Il Piemonte avvia le procedure per chiedere il riconoscimento dello stato di calamità naturale a causa della prolungata siccità che sta mettendo in difficoltà vaste aree del territorio regionale, come chiesto anche da Confagricoltura, come riportato dal nostro quotidiano ieri.
Si sono così intensificati i contatti con il Ministero dell’Agricoltura per definire gli strumenti più rapidi ed efficaci a sostegno delle imprese agricole, sempre più esposte agli effetti della crisi idrica.
La quasi totale assenza di precipitazioni negli ultimi mesi continua infatti a compromettere raccolti e produzioni. Le organizzazioni professionali agricole segnalano una situazione particolarmente delicata per il comparto risicolo, impegnato nella fase più sensibile del ciclo produttivo, ma anche per numerose colture stagionali che risentono della scarsità d’acqua e delle temperature elevate.

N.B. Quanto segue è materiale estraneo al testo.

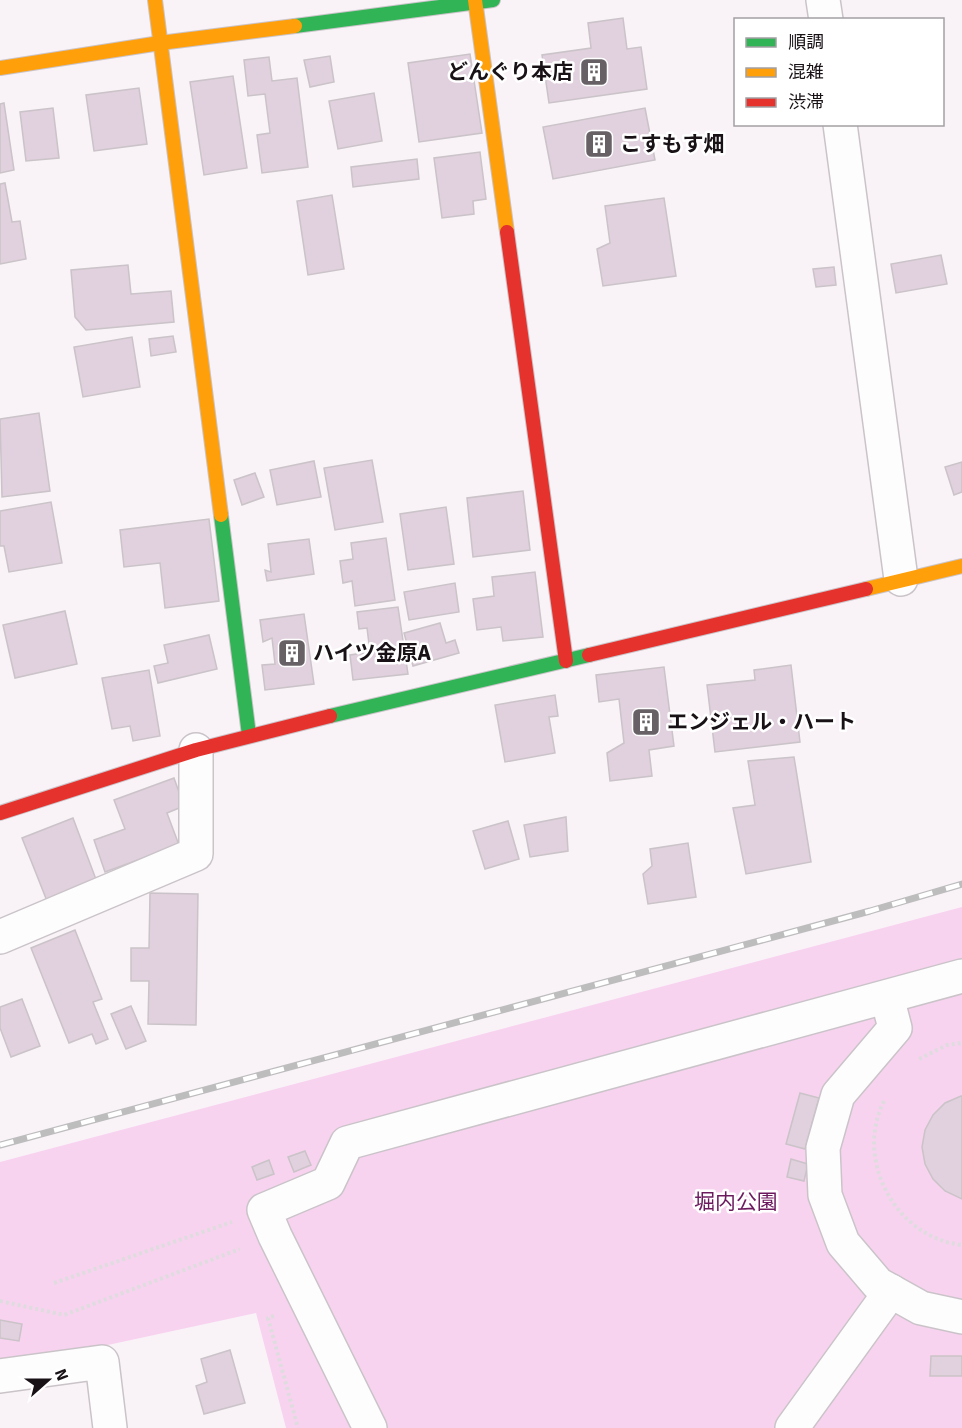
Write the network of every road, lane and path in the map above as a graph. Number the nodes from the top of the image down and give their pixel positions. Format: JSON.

«Ci troviamo di fronte a una crisi idrica eccezionale che sta provocando danni sempre più pesanti all’agricoltura piemontese, oltre a mettere sotto pressione la disponibilità di acqua e ad aumentare il rischio di incendi», dichiara l’assessore regionale all’Agricoltura Paolo Bongioanni.
«Sono state avviate le procedure per richiedere lo stato di calamità naturale – spiega – e il confronto con il Governo prosegue per individuare interventi tempestivi a favore delle aziende agricole e di un comparto strategico per l’economia regionale».
Parallelamente prosegue il lavoro legato agli aiuti della Politica agricola comune. La Regione sta notificando alla Commissione Europea la delibera con cui è stato dichiarato lo stato di emergenza regionale, passaggio necessario per consentire il riconoscimento delle condizioni di forza maggiore determinate dalla siccità.
Particolare attenzione è rivolta agli allevatori e ai margari costretti ad abbandonare in anticipo gli alpeggi per la mancanza di pascoli. L’obiettivo è evitare che il mancato rispetto del periodo minimo di permanenza in quota comporti la perdita dei contributi Pac.
«Stiamo lavorando affinché gli allevatori possano ottenere integralmente gli aiuti previsti e, allo stesso tempo, per accelerare l’erogazione di anticipi sui pagamenti Pac attraverso il confronto con Arpea e Agea», conclude Bongioanni.